• **Required work**: Copy out precisely the lines from the start of the data through the line with "c.textBaseline = 'middle';", and keep pictures out of it.

(Records from a data source)

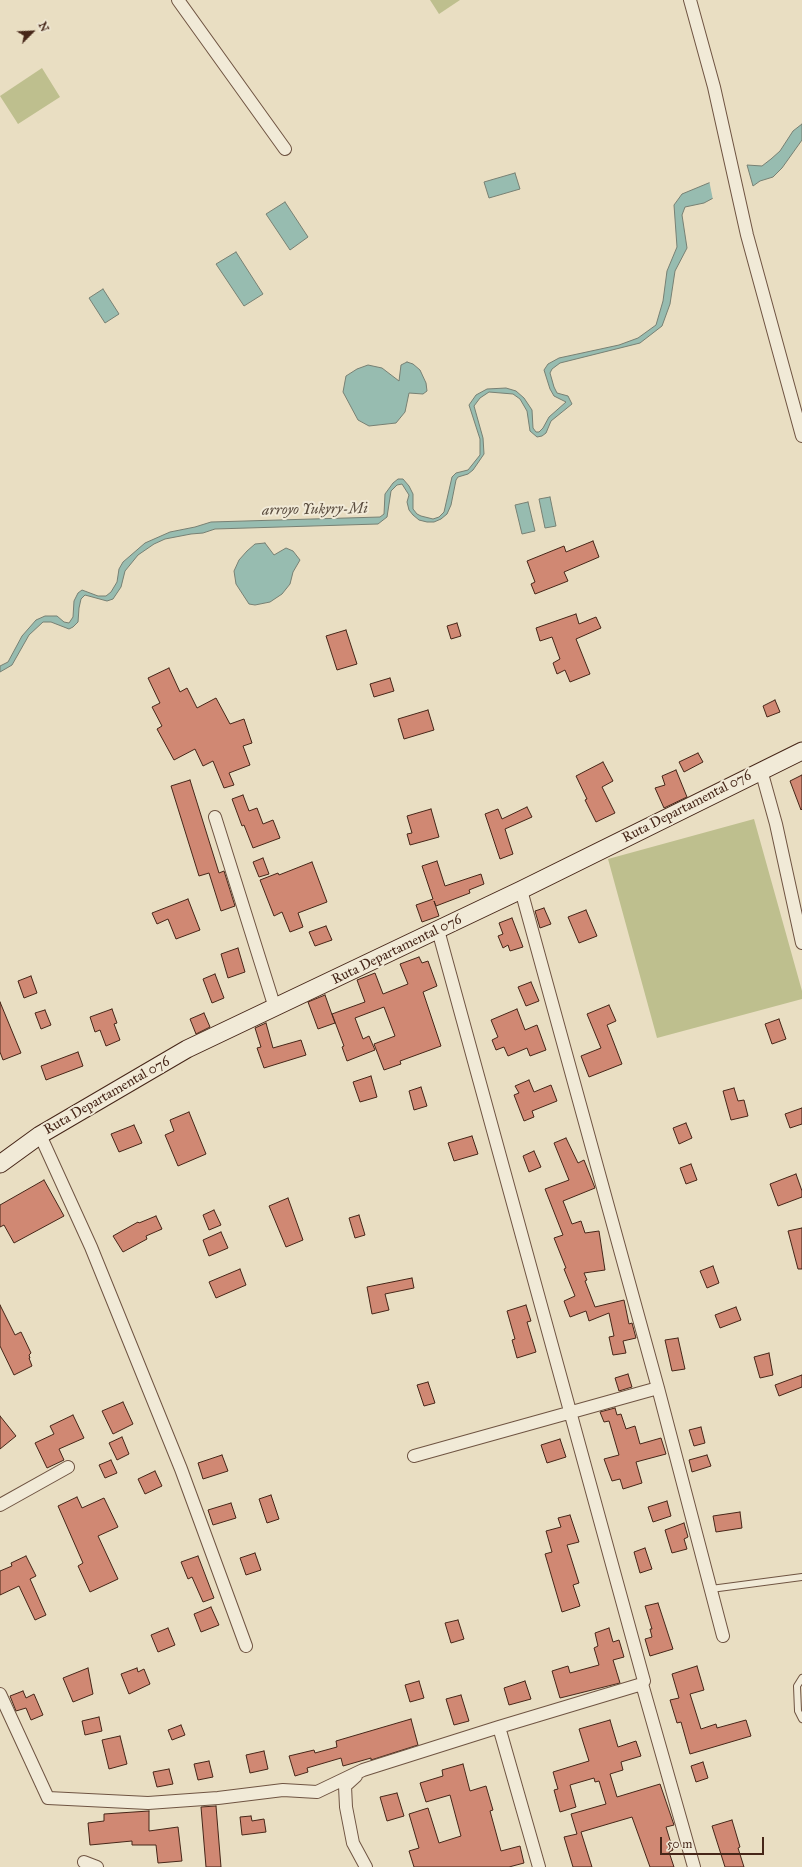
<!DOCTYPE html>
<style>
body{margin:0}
#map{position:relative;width:802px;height:1867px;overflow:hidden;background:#e9dec2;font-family:"IM FELL Great Primer",serif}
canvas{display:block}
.north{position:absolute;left:12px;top:12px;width:40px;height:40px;-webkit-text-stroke:3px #f1ead7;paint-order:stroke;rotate:66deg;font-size:11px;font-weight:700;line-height:16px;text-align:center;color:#462618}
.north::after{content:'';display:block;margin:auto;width:14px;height:18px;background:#462618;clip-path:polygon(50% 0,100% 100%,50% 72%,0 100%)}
.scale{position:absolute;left:660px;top:1837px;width:104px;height:18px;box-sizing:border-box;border:2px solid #462618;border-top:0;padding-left:5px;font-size:12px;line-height:14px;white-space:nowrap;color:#462618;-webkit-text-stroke:3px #f1ead7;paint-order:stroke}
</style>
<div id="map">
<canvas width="802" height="1867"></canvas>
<div class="north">N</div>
<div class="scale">50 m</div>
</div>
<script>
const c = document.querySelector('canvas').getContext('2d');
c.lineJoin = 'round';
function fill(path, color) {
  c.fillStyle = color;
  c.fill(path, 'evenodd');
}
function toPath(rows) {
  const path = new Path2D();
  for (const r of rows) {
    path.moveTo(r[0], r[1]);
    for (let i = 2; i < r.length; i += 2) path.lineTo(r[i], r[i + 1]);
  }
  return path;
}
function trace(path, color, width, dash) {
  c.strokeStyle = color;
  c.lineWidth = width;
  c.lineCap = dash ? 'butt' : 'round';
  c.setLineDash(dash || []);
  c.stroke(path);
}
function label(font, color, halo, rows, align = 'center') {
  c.font = font + ' "IM FELL Great Primer",serif';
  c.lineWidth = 4;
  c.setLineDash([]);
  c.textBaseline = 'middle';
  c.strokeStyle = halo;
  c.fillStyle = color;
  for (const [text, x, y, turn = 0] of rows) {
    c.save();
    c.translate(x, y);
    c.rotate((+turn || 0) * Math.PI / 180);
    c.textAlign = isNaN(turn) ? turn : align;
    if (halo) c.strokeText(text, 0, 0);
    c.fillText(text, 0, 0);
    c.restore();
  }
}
fill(toPath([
 [430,0,460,0,439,14],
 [42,68,60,97,18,124,0,96],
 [754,819,802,991,802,999,657,1038,608,859]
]), '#bebf8e');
const water = toPath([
 [802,124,802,140,782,168,773,177,760,181,753,186,747,165,762,166,771,159,780,151,793,131,802,124],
 [515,173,520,189,489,198,484,182,515,173],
 [711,182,717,196,704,203,685,207,682,215,687,248,675,271,670,304,662,326,640,343,560,363,552,369,550,373,554,387,557,393,568,396,572,404,551,421,546,433,542,436,537,437,530,431,527,411,520,399,513,394,489,392,480,398,474,406,483,438,484,454,473,470,468,474,458,477,456,480,451,505,447,514,441,519,434,522,427,522,419,520,413,515,409,510,407,502,409,495,402,484,397,485,391,491,387,517,378,524,215,529,203,533,191,534,165,539,154,544,138,555,125,571,121,587,113,599,107,601,85,595,81,599,79,608,78,622,73,627,69,629,51,622,43,622,29,635,12,665,0,672,0,666,8,662,22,636,36,620,45,616,57,616,64,622,69,623,73,617,74,601,78,593,82,590,98,596,106,596,111,592,117,582,119,569,123,562,145,543,170,532,195,527,211,522,380,517,384,514,385,494,393,483,398,479,403,479,409,486,413,494,413,509,417,514,421,516,433,519,439,517,444,512,452,477,456,473,468,470,480,455,480,439,469,405,476,395,487,389,506,388,516,391,524,398,532,410,533,428,536,432,539,432,543,428,549,417,566,402,554,396,550,389,544,370,548,364,559,358,619,345,638,338,656,325,663,301,667,271,677,247,674,205,682,194,711,182],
 [285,202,308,237,290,250,266,214,285,202],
 [236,252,263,294,244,306,216,264,236,252],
 [103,289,119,314,105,323,89,298,103,289],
 [407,362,413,364,420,370,426,383,427,391,423,394,409,393,405,412,396,423,369,426,358,420,343,392,346,376,357,369,368,365,382,368,399,381,401,365,407,362],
 [550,497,556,526,545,528,539,499,550,497],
 [528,502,535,531,522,534,515,505,528,502],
 [265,543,274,555,286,548,293,551,300,560,293,572,290,584,282,594,270,602,255,605,249,604,236,584,234,571,239,560,247,551,255,544,265,543]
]);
fill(water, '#97bcb0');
trace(water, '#778073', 1);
fill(toPath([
 [709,180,720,181,723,192,713,200]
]), '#e9dec2');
const building = toPath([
 [593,541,599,557,564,572,568,581,535,594,531,584,535,582,527,561,564,546,566,552,593,541],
 [576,614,579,624,596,617,601,628,576,639,590,674,570,682,565,670,557,674,553,663,560,659,552,637,540,641,536,628,576,614],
 [457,623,461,636,451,639,447,626,457,623],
 [346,630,357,664,337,670,326,636,346,630],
 [169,668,180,692,187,688,197,708,216,698,230,724,244,719,252,743,243,746,250,765,229,773,234,785,224,788,213,761,203,766,195,749,174,760,157,729,162,726,152,707,160,703,148,678,169,668],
 [390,678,394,691,374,697,370,684,390,678],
 [775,700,780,712,767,717,763,706,775,700],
 [428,710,434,730,404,739,398,719,428,710],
 [698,753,703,762,684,772,679,762,698,753],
 [603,762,613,781,602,787,615,813,596,822,585,800,587,799,576,776,603,762],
 [676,770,687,797,664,808,655,788,665,785,662,776,676,770],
 [802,775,802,809,801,810,790,781,802,775],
 [190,780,219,873,224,871,235,906,221,911,209,873,199,876,171,786,190,780],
 [243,795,249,811,257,808,263,824,273,820,280,838,253,848,244,825,242,826,232,799,243,795],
 [527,807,532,817,505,829,513,854,500,859,485,814,498,809,502,819,527,807],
 [431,809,439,837,410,845,407,834,412,833,407,816,431,809],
 [263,858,269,874,259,877,253,862,263,858],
 [437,861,445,886,481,874,484,884,469,890,470,893,436,906,434,901,439,916,422,922,416,905,433,899,422,866,437,861],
 [312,862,327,902,298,913,303,927,290,932,282,912,274,916,260,880,278,873,279,875,312,862],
 [188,899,200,930,176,939,168,919,157,924,152,913,188,899],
 [544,908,551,924,540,928,535,911,544,908],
 [586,910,597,936,579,943,568,917,586,910],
 [512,918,523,947,510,951,508,945,503,948,498,936,503,934,499,923,512,918],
 [326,926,332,940,315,946,309,932,326,926],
 [238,948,245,972,228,978,221,954,238,948],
 [419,957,422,963,428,961,437,986,423,992,441,1046,400,1061,401,1064,384,1070,374,1044,395,1036,384,1007,355,1018,363,1039,369,1036,375,1050,347,1061,342,1047,344,1046,332,1014,365,1002,357,980,375,973,383,994,408,984,400,964,419,957],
 [215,974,224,998,212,1003,203,979,215,974],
 [31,976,37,993,24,998,18,981,31,976],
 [531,982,539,1001,526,1006,518,987,531,982],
 [325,995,335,1023,318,1029,308,1002,325,995],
 [0,1002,21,1053,3,1060,0,1052,0,1002],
 [609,1005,616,1021,607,1025,622,1064,589,1077,581,1056,601,1048,587,1014,609,1005],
 [112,1009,117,1023,114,1024,120,1040,106,1046,100,1030,95,1032,90,1017,112,1009],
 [517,1009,525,1030,537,1025,546,1050,530,1056,527,1048,508,1056,504,1047,496,1050,492,1040,498,1037,491,1020,517,1009],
 [45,1010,51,1025,41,1029,35,1013,45,1010],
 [204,1013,210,1027,196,1034,190,1019,204,1013],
 [779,1019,786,1039,772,1044,765,1024,779,1019],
 [266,1023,273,1048,301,1040,306,1055,264,1068,257,1048,261,1047,255,1028,266,1023],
 [78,1052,83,1066,46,1080,41,1066,78,1052],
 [371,1076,377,1097,360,1102,353,1082,371,1076],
 [529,1080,534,1092,551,1085,557,1101,532,1111,534,1117,524,1121,514,1095,519,1093,515,1086,529,1080],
 [421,1087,427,1106,414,1110,409,1091,421,1087],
 [734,1088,738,1101,744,1100,748,1116,731,1120,723,1091,734,1088],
 [802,1108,802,1124,790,1128,785,1114,802,1108],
 [189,1112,206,1154,178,1166,165,1135,174,1131,170,1120,189,1112],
 [686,1123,692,1138,679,1144,673,1128,686,1123],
 [134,1125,142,1143,119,1152,111,1134,134,1125],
 [472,1136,478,1154,454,1161,448,1143,472,1136],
 [566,1138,578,1163,584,1160,595,1188,563,1201,572,1224,581,1221,585,1233,599,1231,605,1270,584,1273,587,1280,585,1281,595,1307,624,1300,629,1324,632,1323,636,1338,623,1341,626,1353,613,1355,609,1337,614,1336,609,1313,589,1321,586,1311,570,1317,564,1301,575,1296,564,1269,566,1268,554,1238,563,1235,545,1189,569,1180,554,1143,566,1138],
 [534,1151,541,1167,529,1172,523,1156,534,1151],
 [691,1164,697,1180,686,1184,680,1168,691,1164],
 [796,1174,802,1191,802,1197,778,1206,770,1184,796,1174],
 [44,1180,64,1216,14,1243,4,1225,0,1227,0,1205,44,1180],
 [288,1198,303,1240,286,1247,269,1206,288,1198],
 [214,1210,221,1225,209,1230,203,1215,214,1210],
 [359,1215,365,1235,355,1238,349,1218,359,1215],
 [156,1216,162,1229,146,1236,147,1239,123,1252,113,1236,138,1222,139,1223,156,1216],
 [802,1228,802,1269,798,1269,788,1231,802,1228],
 [221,1232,228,1248,209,1256,203,1240,221,1232],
 [713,1266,719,1283,707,1288,700,1271,713,1266],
 [240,1269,246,1285,216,1298,209,1282,240,1269],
 [412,1278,414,1288,385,1294,389,1310,372,1314,367,1287,412,1278],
 [0,1305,15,1335,21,1332,31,1353,29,1355,30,1358,29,1358,32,1366,14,1375,0,1346,0,1305],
 [526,1305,531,1321,527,1322,536,1352,517,1358,512,1340,515,1339,507,1311,526,1305],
 [736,1307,741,1320,720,1328,715,1315,736,1307],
 [678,1338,685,1369,672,1371,665,1340,678,1338],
 [769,1353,773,1375,760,1378,754,1357,769,1353],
 [628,1374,632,1387,619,1391,615,1378,628,1374],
 [802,1375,802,1387,779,1396,775,1385,802,1375],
 [428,1382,435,1403,424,1406,417,1385,428,1382],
 [123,1402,133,1424,113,1434,102,1411,123,1402],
 [615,1408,617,1415,621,1414,626,1429,635,1426,640,1444,661,1438,666,1454,636,1462,642,1483,623,1489,620,1479,612,1481,604,1459,619,1455,609,1421,604,1422,600,1412,615,1408],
 [73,1415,84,1438,59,1449,64,1460,47,1468,35,1443,54,1434,50,1426,73,1415],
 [0,1416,16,1436,0,1449,0,1416],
 [701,1427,705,1443,694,1446,689,1430,701,1427],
 [122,1437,129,1454,117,1460,109,1443,122,1437],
 [560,1439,566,1457,547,1463,541,1445,560,1439],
 [222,1455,228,1471,203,1479,198,1463,222,1455],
 [707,1455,711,1466,692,1472,689,1460,707,1455],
 [111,1460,117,1473,105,1478,99,1465,111,1460],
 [155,1471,162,1486,145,1494,138,1479,155,1471],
 [271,1495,279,1519,267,1523,259,1499,271,1495],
 [77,1497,82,1508,104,1498,118,1527,98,1536,118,1579,90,1592,78,1566,83,1563,58,1506,77,1497],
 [667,1501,671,1516,653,1522,648,1507,667,1501],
 [231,1503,236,1518,213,1525,208,1510,231,1503],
 [740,1512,742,1528,716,1532,713,1516,740,1512],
 [570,1515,579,1542,567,1545,579,1583,573,1585,580,1606,562,1612,545,1554,552,1552,546,1531,561,1527,558,1518,570,1515],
 [684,1523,688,1537,684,1539,687,1549,672,1553,665,1530,684,1523],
 [645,1548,652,1569,640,1573,634,1552,645,1548],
 [255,1553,261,1570,246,1575,240,1558,255,1553],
 [26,1556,36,1576,30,1579,46,1615,35,1620,19,1586,0,1595,0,1571,12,1566,11,1563,26,1556],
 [198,1556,214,1598,203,1602,192,1577,188,1579,181,1562,198,1556],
 [658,1603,673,1649,650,1656,645,1639,652,1637,650,1629,652,1629,645,1606,658,1603],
 [211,1607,219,1625,201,1632,194,1614,211,1607],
 [458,1620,464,1639,451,1643,445,1623,458,1620],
 [168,1628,175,1645,158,1652,151,1635,168,1628],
 [609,1628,613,1642,619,1640,624,1657,613,1660,620,1683,560,1698,552,1671,568,1666,570,1673,599,1665,594,1648,598,1646,595,1633,609,1628],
 [697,1666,704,1690,690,1694,701,1729,716,1724,717,1728,746,1720,751,1736,690,1754,681,1722,677,1723,670,1700,679,1698,672,1674,697,1666],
 [88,1668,93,1694,73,1702,63,1678,88,1668],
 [137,1668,138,1672,144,1669,150,1684,129,1694,121,1674,137,1668],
 [419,1681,424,1698,410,1702,405,1685,419,1681],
 [525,1681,531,1699,509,1705,504,1688,525,1681],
 [23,1691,26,1698,34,1694,43,1715,31,1720,26,1708,16,1711,10,1696,23,1691],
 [461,1695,469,1721,454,1725,446,1699,461,1695],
 [99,1717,102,1731,85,1735,82,1721,99,1717],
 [411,1719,418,1745,371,1760,371,1758,343,1766,341,1758,307,1768,308,1772,295,1776,289,1756,314,1750,315,1753,337,1747,336,1741,411,1719],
 [610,1720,618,1747,636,1741,641,1756,621,1762,623,1770,610,1774,617,1797,660,1784,674,1825,666,1827,673,1850,669,1852,674,1867,650,1867,632,1817,581,1832,592,1867,573,1867,564,1837,577,1834,571,1814,606,1804,599,1781,595,1782,594,1778,570,1785,576,1807,560,1812,554,1790,558,1789,553,1772,589,1761,579,1729,610,1720],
 [181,1725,185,1735,172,1740,168,1730,181,1725],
 [120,1736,127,1764,109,1769,102,1740,120,1736],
 [264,1751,268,1769,250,1773,246,1755,264,1751],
 [209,1761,213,1777,198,1780,194,1764,209,1761],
 [703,1762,708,1778,696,1782,691,1766,703,1762],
 [463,1764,470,1791,486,1786,493,1810,490,1811,501,1851,520,1846,524,1863,509,1867,414,1867,409,1851,419,1848,409,1814,428,1808,439,1843,461,1836,450,1795,426,1802,420,1783,443,1776,442,1770,463,1764],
 [169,1769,173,1784,157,1787,153,1772,169,1769],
 [397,1793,404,1816,387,1821,380,1797,397,1793],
 [216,1806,221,1867,206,1867,201,1807,216,1806],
 [149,1811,149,1831,178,1827,182,1861,158,1863,156,1845,132,1845,132,1841,90,1845,88,1823,104,1821,104,1814,149,1811],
 [251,1816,252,1821,264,1819,266,1832,242,1835,240,1817,251,1816],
 [732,1820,740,1847,738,1848,744,1867,725,1867,712,1826,732,1820]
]);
fill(building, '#d08873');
trace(building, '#462618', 1);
const service = toPath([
 [711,1589,802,1577],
 [802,1678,797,1686,798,1711,802,1719]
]);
const minor = toPath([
 [178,0,285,149],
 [690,0,714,87,747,235,802,436],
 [761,770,776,824,802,943],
 [215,817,275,1008],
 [521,890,658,1388,723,1636],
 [438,930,644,1681,642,1684,694,1867],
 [40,1135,91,1247,181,1469,246,1646],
 [414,1456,658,1388],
 [0,1505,68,1467],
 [0,1694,48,1798,148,1803,218,1798,283,1790,317,1792,363,1770,499,1727,642,1684],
 [499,1727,539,1867],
 [356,1776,345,1786,346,1807,353,1843,366,1867],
 [84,1862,97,1867]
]);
const secondary = toPath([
 [0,1164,40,1135,187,1049,521,890,802,751]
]);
trace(service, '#6f5442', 8);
trace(minor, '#6f5442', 14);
trace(secondary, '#462618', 19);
trace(service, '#f1ead7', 6);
trace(minor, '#f1ead7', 12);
trace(secondary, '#f1ead7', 17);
label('14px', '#462618', '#f1ead7', [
 ["Ruta Departamental 076",687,807,-27],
 ["Ruta Departamental 076",397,950,-26],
 ["Ruta Departamental 076",107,1096,-30]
]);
label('italic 15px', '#5a4c3e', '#f1ead7', [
 ["arroyo Yukyry-Mi",315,510,-1]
]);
</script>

• **Written answer**:
<!DOCTYPE html>
<style>
body{margin:0}
#map{position:relative;width:802px;height:1867px;overflow:hidden;background:#e9dec2;font-family:"IM FELL Great Primer",serif}
canvas{display:block}
.north{position:absolute;left:12px;top:12px;width:40px;height:40px;-webkit-text-stroke:3px #f1ead7;paint-order:stroke;rotate:66deg;font-size:11px;font-weight:700;line-height:16px;text-align:center;color:#462618}
.north::after{content:'';display:block;margin:auto;width:14px;height:18px;background:#462618;clip-path:polygon(50% 0,100% 100%,50% 72%,0 100%)}
.scale{position:absolute;left:660px;top:1837px;width:104px;height:18px;box-sizing:border-box;border:2px solid #462618;border-top:0;padding-left:5px;font-size:12px;line-height:14px;white-space:nowrap;color:#462618;-webkit-text-stroke:3px #f1ead7;paint-order:stroke}
</style>
<div id="map">
<canvas width="802" height="1867"></canvas>
<div class="north">N</div>
<div class="scale">50 m</div>
</div>
<script>
const c = document.querySelector('canvas').getContext('2d');
c.lineJoin = 'round';
function fill(path, color) {
  c.fillStyle = color;
  c.fill(path, 'evenodd');
}
function toPath(rows) {
  const path = new Path2D();
  for (const r of rows) {
    path.moveTo(r[0], r[1]);
    for (let i = 2; i < r.length; i += 2) path.lineTo(r[i], r[i + 1]);
  }
  return path;
}
function trace(path, color, width, dash) {
  c.strokeStyle = color;
  c.lineWidth = width;
  c.lineCap = dash ? 'butt' : 'round';
  c.setLineDash(dash || []);
  c.stroke(path);
}
function label(font, color, halo, rows, align = 'center') {
  c.font = font + ' "IM FELL Great Primer",serif';
  c.lineWidth = 4;
  c.setLineDash([]);
  c.textBaseline = 'middle';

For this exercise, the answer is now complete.